Paisatge polític després del 25N.
Aunque su descalabro es muy grave, la primera víctima de las elecciones
catalanas no ha sido el presidente Artur Mas sino la idea, extendida en los
últimos tiempos, de que la tierra —en particular la de Catalunya— era plana.
“¡Segundos, fuera!”, decidieron los partidos dominantes, que llegaron a pedir
votos prestados. “¡Se ha acabado la ambigüedad!”, clamaron los intelectuales
orgánicos para dibujarnos el plano a cartabón de una política bipolar sin medias
tintas. Y resulta, que al final, más que un western a dirimir entre
héroe y villano, hemos vivido uno de esos thrillers sorpresivos en los
que resulta imprescindible esperar hasta el final para que todas las piezas
encajen. La sociedad catalana ha demostrado más aristas que la cuadratura de esa
guerra fría ibérica que se nos quiso vender. Aristas que han quedado demostradas
en las urnas y, todavía mejor, formarán parte de un Parlamento con siete fuerzas
representadas y un abanico de posibilidades impensable un minuto antes de las
elecciones.
La historia de este proceso no deja de ser, por decirlo suavemente, irónica.

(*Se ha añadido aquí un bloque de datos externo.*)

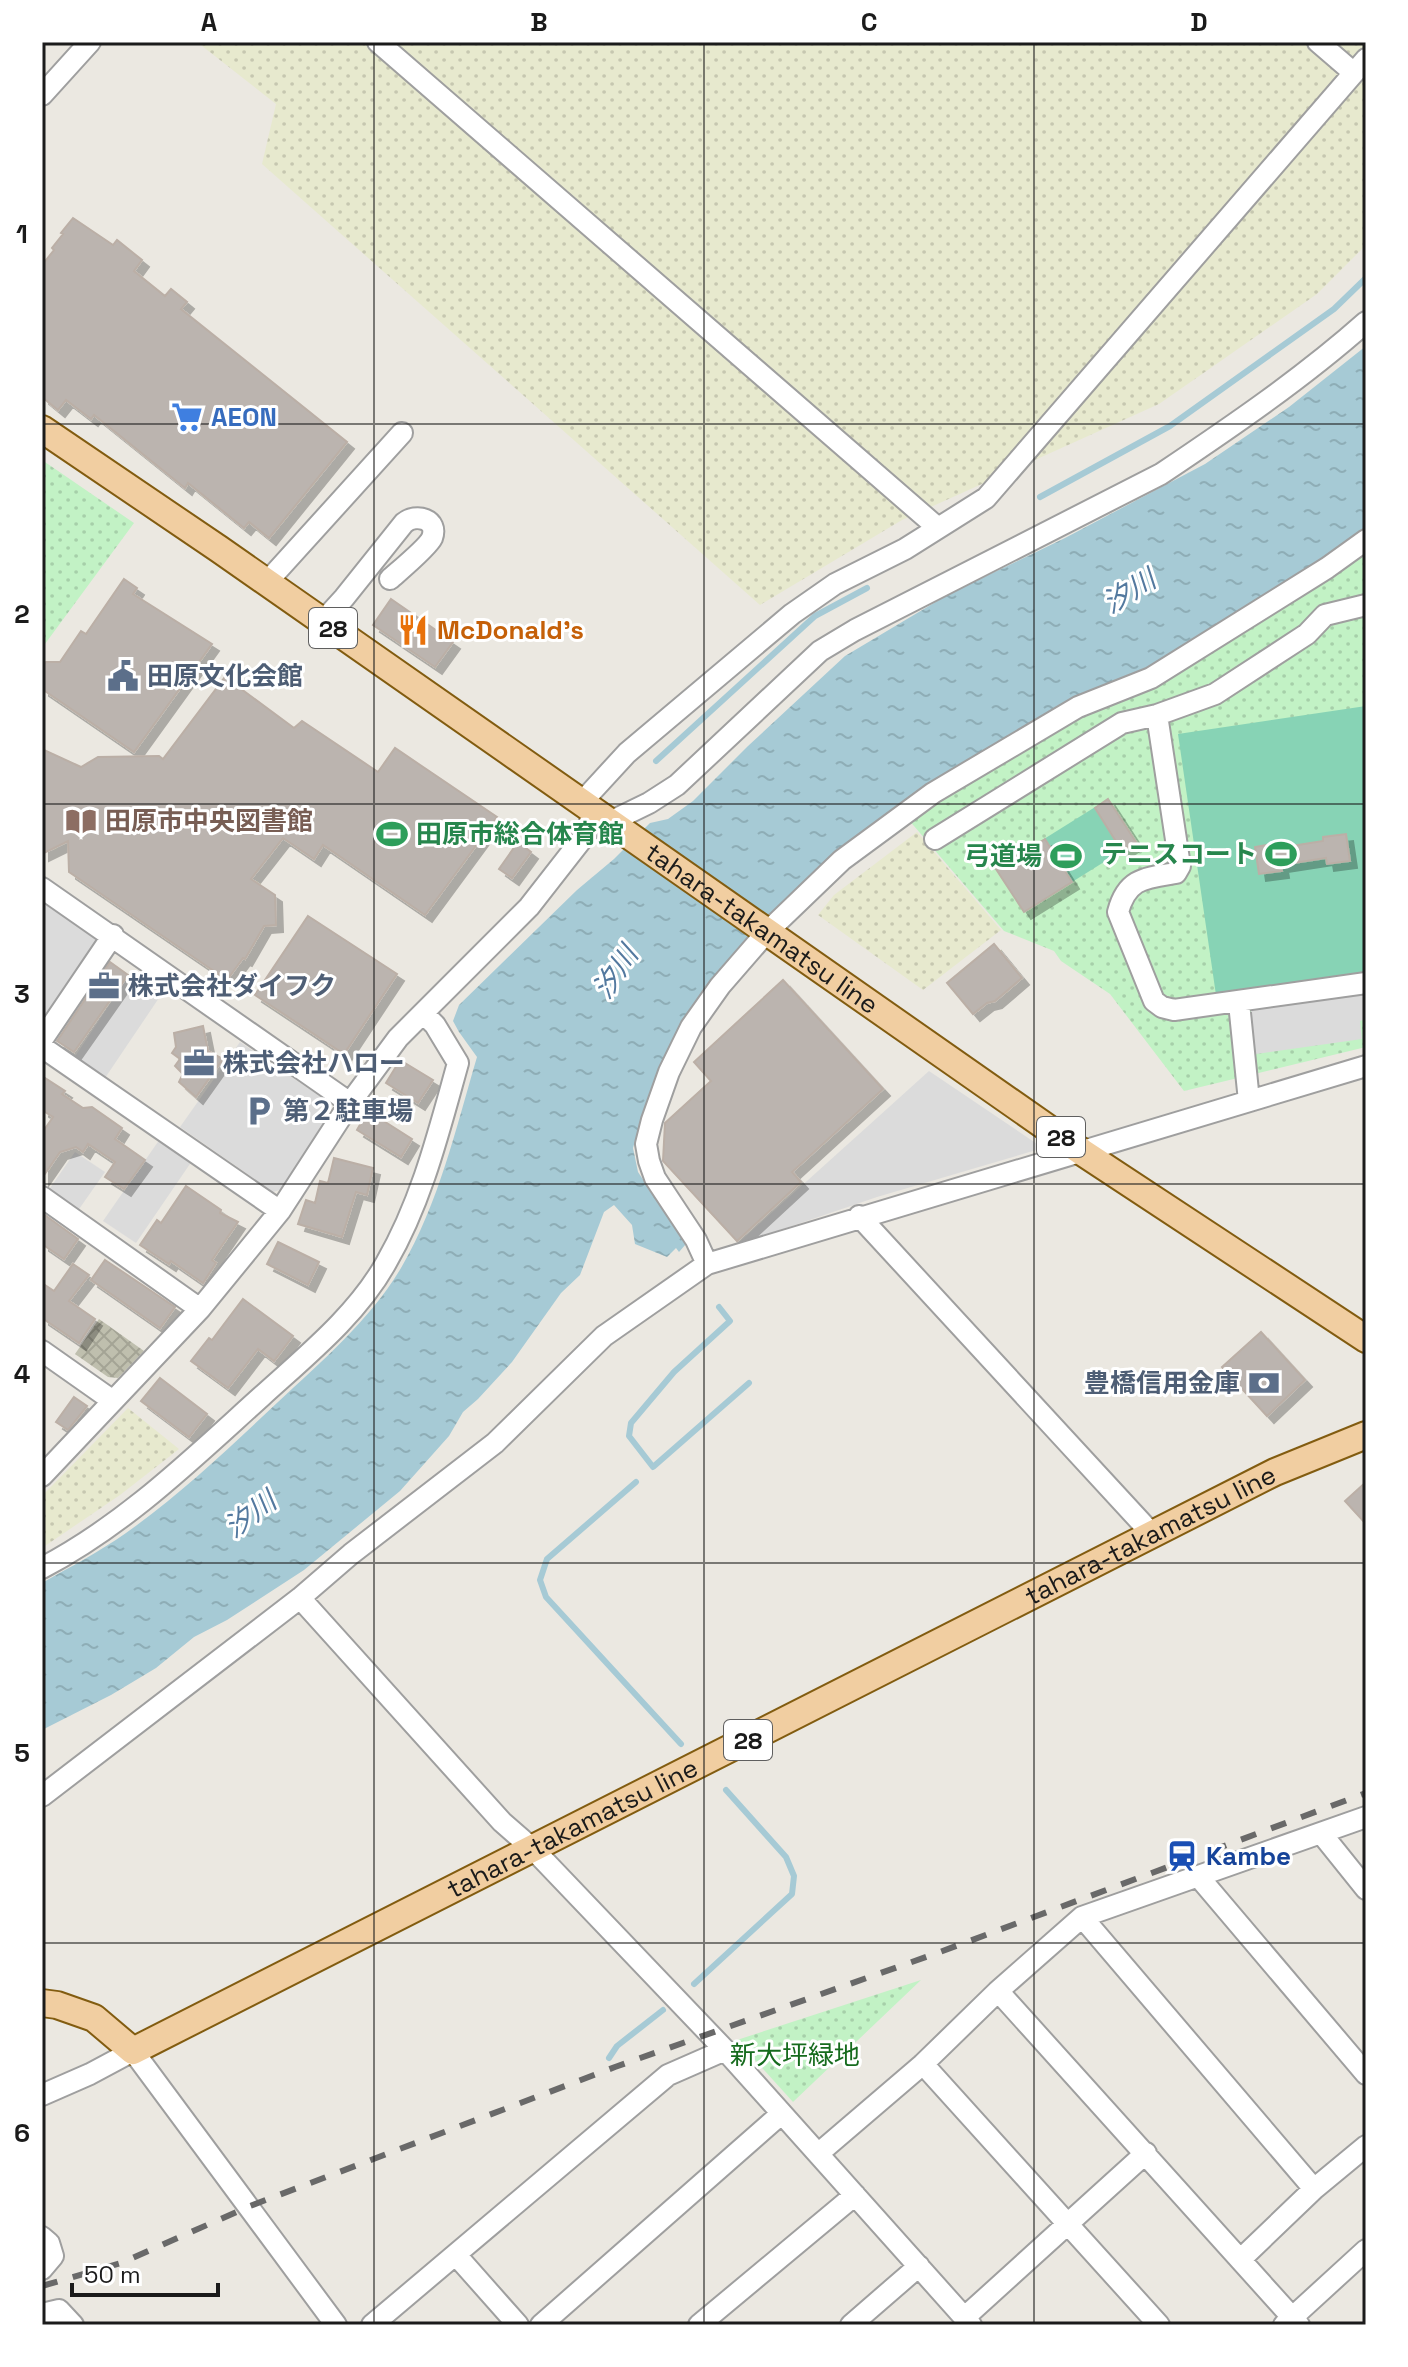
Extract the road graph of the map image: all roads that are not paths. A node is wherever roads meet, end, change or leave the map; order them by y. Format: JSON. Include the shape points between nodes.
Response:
{"nodes":[{"id":1,"x":90,"y":42,"type":"edge"},
{"id":2,"x":378,"y":42,"type":"edge"},
{"id":3,"x":1318,"y":42,"type":"edge"},
{"id":4,"x":1360,"y":66,"type":"edge"},
{"id":5,"x":42,"y":95,"type":"edge"},
{"id":6,"x":1366,"y":322,"type":"edge"},
{"id":7,"x":42,"y":429,"type":"edge"},
{"id":8,"x":402,"y":433,"type":"dead end"},
{"id":9,"x":938,"y":528,"type":"junction"},
{"id":10,"x":1366,"y":540,"type":"edge"},
{"id":11,"x":390,"y":579,"type":"dead end"},
{"id":12,"x":267,"y":582,"type":"junction"},
{"id":13,"x":1366,"y":605,"type":"edge"},
{"id":14,"x":323,"y":621,"type":"junction"},
{"id":15,"x":1157,"y":715,"type":"junction"},
{"id":16,"x":601,"y":816,"type":"junction"},
{"id":17,"x":935,"y":839,"type":"dead end"},
{"id":18,"x":42,"y":888,"type":"edge"},
{"id":19,"x":763,"y":930,"type":"junction"},
{"id":20,"x":113,"y":935,"type":"junction"},
{"id":21,"x":1366,"y":983,"type":"edge"},
{"id":22,"x":1239,"y":1003,"type":"junction"},
{"id":23,"x":424,"y":1014,"type":"junction"},
{"id":24,"x":42,"y":1040,"type":"edge"},
{"id":25,"x":42,"y":1047,"type":"edge"},
{"id":26,"x":1366,"y":1066,"type":"edge"},
{"id":27,"x":1249,"y":1101,"type":"junction"},
{"id":28,"x":350,"y":1103,"type":"junction"},
{"id":29,"x":1082,"y":1152,"type":"junction"},
{"id":30,"x":42,"y":1197,"type":"edge"},
{"id":31,"x":280,"y":1211,"type":"junction"},
{"id":32,"x":859,"y":1216,"type":"junction"},
{"id":33,"x":707,"y":1264,"type":"junction"},
{"id":34,"x":200,"y":1309,"type":"junction"},
{"id":35,"x":1366,"y":1339,"type":"edge"},
{"id":36,"x":42,"y":1351,"type":"edge"},
{"id":37,"x":113,"y":1401,"type":"junction"},
{"id":38,"x":1366,"y":1435,"type":"edge"},
{"id":39,"x":42,"y":1476,"type":"edge"},
{"id":40,"x":1152,"y":1534,"type":"junction"},
{"id":41,"x":42,"y":1568,"type":"edge"},
{"id":42,"x":300,"y":1598,"type":"junction"},
{"id":43,"x":42,"y":1796,"type":"edge"},
{"id":44,"x":1366,"y":1817,"type":"edge"},
{"id":45,"x":1321,"y":1833,"type":"junction"},
{"id":46,"x":533,"y":1849,"type":"junction"},
{"id":47,"x":1198,"y":1876,"type":"junction"},
{"id":48,"x":1366,"y":1889,"type":"edge"},
{"id":49,"x":1082,"y":1917,"type":"junction"},
{"id":50,"x":998,"y":1991,"type":"junction"},
{"id":51,"x":42,"y":2003,"type":"edge"},
{"id":52,"x":725,"y":2050,"type":"junction"},
{"id":53,"x":133,"y":2051,"type":"junction"},
{"id":54,"x":923,"y":2064,"type":"junction"},
{"id":55,"x":1366,"y":2074,"type":"edge"},
{"id":56,"x":42,"y":2095,"type":"edge"},
{"id":57,"x":781,"y":2114,"type":"junction"},
{"id":58,"x":1366,"y":2146,"type":"edge"},
{"id":59,"x":819,"y":2153,"type":"junction"},
{"id":60,"x":1146,"y":2153,"type":"junction"},
{"id":61,"x":1314,"y":2189,"type":"junction"},
{"id":62,"x":855,"y":2195,"type":"junction"},
{"id":63,"x":1069,"y":2222,"type":"junction"},
{"id":64,"x":42,"y":2237,"type":"edge"},
{"id":65,"x":1366,"y":2250,"type":"edge"},
{"id":66,"x":456,"y":2255,"type":"junction"},
{"id":67,"x":1241,"y":2259,"type":"junction"},
{"id":68,"x":919,"y":2266,"type":"junction"},
{"id":69,"x":42,"y":2269,"type":"edge"},
{"id":70,"x":42,"y":2314,"type":"edge"},
{"id":71,"x":968,"y":2321,"type":"edge"},
{"id":72,"x":1291,"y":2323,"type":"edge"},
{"id":73,"x":73,"y":2325,"type":"edge"},
{"id":74,"x":336,"y":2325,"type":"edge"},
{"id":75,"x":372,"y":2325,"type":"edge"},
{"id":76,"x":518,"y":2325,"type":"edge"},
{"id":77,"x":541,"y":2325,"type":"edge"},
{"id":78,"x":699,"y":2325,"type":"edge"},
{"id":79,"x":851,"y":2325,"type":"edge"},
{"id":80,"x":1159,"y":2325,"type":"edge"}],
"edges":[{"from":1,"to":5,"type":"street"},
{"from":2,"to":9,"type":"street"},
{"from":3,"to":4,"type":"street"},
{"from":4,"to":9,"type":"street","via":[[986,498]]},
{"from":6,"to":16,"type":"street","via":[[1161,474],[820,651],[677,785],[649,803]]},
{"from":7,"to":12,"type":"main road","name":"tahara-takamatsu line","number":"28"},
{"from":8,"to":12,"type":"street"},
{"from":9,"to":16,"type":"street","via":[[835,584],[792,614],[627,753]]},
{"from":10,"to":19,"type":"street","via":[[1151,678],[1078,707],[933,793],[842,860]]},
{"from":11,"to":14,"type":"street","via":[[430,542],[433,530],[425,519],[404,523]]},
{"from":12,"to":14,"type":"main road","name":"tahara-takamatsu line","number":"28"},
{"from":13,"to":15,"type":"street","via":[[1325,615],[1307,634],[1215,694]]},
{"from":14,"to":16,"type":"main road","name":"tahara-takamatsu line","number":"28"},
{"from":15,"to":17,"type":"street","via":[[1122,723]]},
{"from":15,"to":22,"type":"street","via":[[1180,866],[1176,873],[1143,878],[1130,886],[1118,912],[1154,1001],[1174,1010]]},
{"from":16,"to":19,"type":"main road","name":"tahara-takamatsu line","number":"28"},
{"from":16,"to":23,"type":"street","via":[[529,907]]},
{"from":18,"to":20,"type":"street"},
{"from":19,"to":29,"type":"main road","name":"tahara-takamatsu line","number":"28"},
{"from":19,"to":33,"type":"street","via":[[691,1027],[669,1072],[646,1144],[655,1178]]},
{"from":20,"to":24,"type":"street"},
{"from":20,"to":28,"type":"street"},
{"from":21,"to":22,"type":"street"},
{"from":22,"to":27,"type":"street"},
{"from":23,"to":28,"type":"street","via":[[398,1038]]},
{"from":23,"to":41,"type":"street","via":[[458,1063],[434,1150],[385,1265],[344,1319],[162,1487],[97,1536]]},
{"from":25,"to":31,"type":"street"},
{"from":26,"to":27,"type":"street"},
{"from":27,"to":29,"type":"street"},
{"from":28,"to":31,"type":"street"},
{"from":29,"to":32,"type":"street"},
{"from":29,"to":35,"type":"main road","name":"tahara-takamatsu line","number":"28"},
{"from":30,"to":34,"type":"street"},
{"from":31,"to":34,"type":"street"},
{"from":32,"to":33,"type":"street"},
{"from":32,"to":40,"type":"street"},
{"from":33,"to":42,"type":"street","via":[[604,1336],[495,1443]]},
{"from":34,"to":37,"type":"street"},
{"from":36,"to":37,"type":"street"},
{"from":37,"to":39,"type":"street"},
{"from":38,"to":40,"type":"main road","name":"tahara-takamatsu line","number":"28","via":[[1275,1472]]},
{"from":40,"to":46,"type":"main road","name":"tahara-takamatsu line","number":"28"},
{"from":42,"to":43,"type":"street"},
{"from":42,"to":46,"type":"street","via":[[502,1822]]},
{"from":44,"to":45,"type":"street"},
{"from":45,"to":47,"type":"street"},
{"from":45,"to":48,"type":"street"},
{"from":46,"to":52,"type":"street"},
{"from":46,"to":53,"type":"main road","name":"tahara-takamatsu line","number":"28"},
{"from":47,"to":49,"type":"street"},
{"from":47,"to":55,"type":"street"},
{"from":49,"to":50,"type":"street"},
{"from":49,"to":61,"type":"street"},
{"from":50,"to":54,"type":"street"},
{"from":50,"to":60,"type":"street"},
{"from":51,"to":53,"type":"main road","via":[[94,2018]]},
{"from":52,"to":57,"type":"street"},
{"from":52,"to":66,"type":"street","via":[[668,2075]]},
{"from":53,"to":56,"type":"street"},
{"from":53,"to":74,"type":"street"},
{"from":54,"to":59,"type":"street"},
{"from":54,"to":63,"type":"street"},
{"from":57,"to":59,"type":"street"},
{"from":57,"to":77,"type":"street"},
{"from":58,"to":61,"type":"street"},
{"from":59,"to":62,"type":"street"},
{"from":60,"to":63,"type":"street"},
{"from":60,"to":67,"type":"street"},
{"from":61,"to":67,"type":"street"},
{"from":62,"to":68,"type":"street"},
{"from":62,"to":78,"type":"street"},
{"from":63,"to":71,"type":"street"},
{"from":63,"to":80,"type":"street"},
{"from":64,"to":69,"type":"street","via":[[53,2256]]},
{"from":65,"to":72,"type":"street"},
{"from":66,"to":75,"type":"street"},
{"from":66,"to":76,"type":"street"},
{"from":67,"to":72,"type":"street"},
{"from":68,"to":71,"type":"street"},
{"from":68,"to":79,"type":"street"},
{"from":70,"to":73,"type":"street","via":[[59,2310]]}]}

Un presidente que goza de gran mayoría parlamentaria y, en consecuencia, de una
gobernabilidad fuerte —no hay combinación probable mediante la que los demás
partidos puedan moverle el sillón—, adelanta las elecciones con el objetivo de
amortizar el desgaste de sus políticas de derecha, ganar dos años de legislatura
y ampliar todavía más ese poder bajo el estandarte de la soberanía, algo que no
figuraba en su programa. La sobredosis de mesianismo parecía bastarse para que
crisis, desempleo, corrupción, endeudamiento y fractura social quedaran en
segundo plano.
Una manifestación multitudinaria auguraba el cambio de época. Las encuestas
avalaban la operación, y la prensa en pleno —desde la muy amiga hasta la muy
enemiga— daba por hecho el éxito arrollador de la aventura. Todo fluía hasta
que, de repente, con todo eso que parecía indiscutible, el president y
su coalición se desplomaron estrepitosamente. Un batacazo que supone la pérdida
de 12 escaños y 200.000 votos, a la vez que compromete la viabilidad de su
futuro político.
Mas creyó en el plan rectilíneo que le trazaron sus acólitos. Y así, como el
personaje de Clint Eastwood en su recién estrenada película —Trouble with
the curve, su título original (Golpe de efecto, en la
traducción)—, perdió de vista el repertorio sinuoso de la pluralidad, tan
presente en ese pueblo cuya voluntad se sintió llamado a encarnar, pero que sus
asesores estaban obligados a desentrañarle.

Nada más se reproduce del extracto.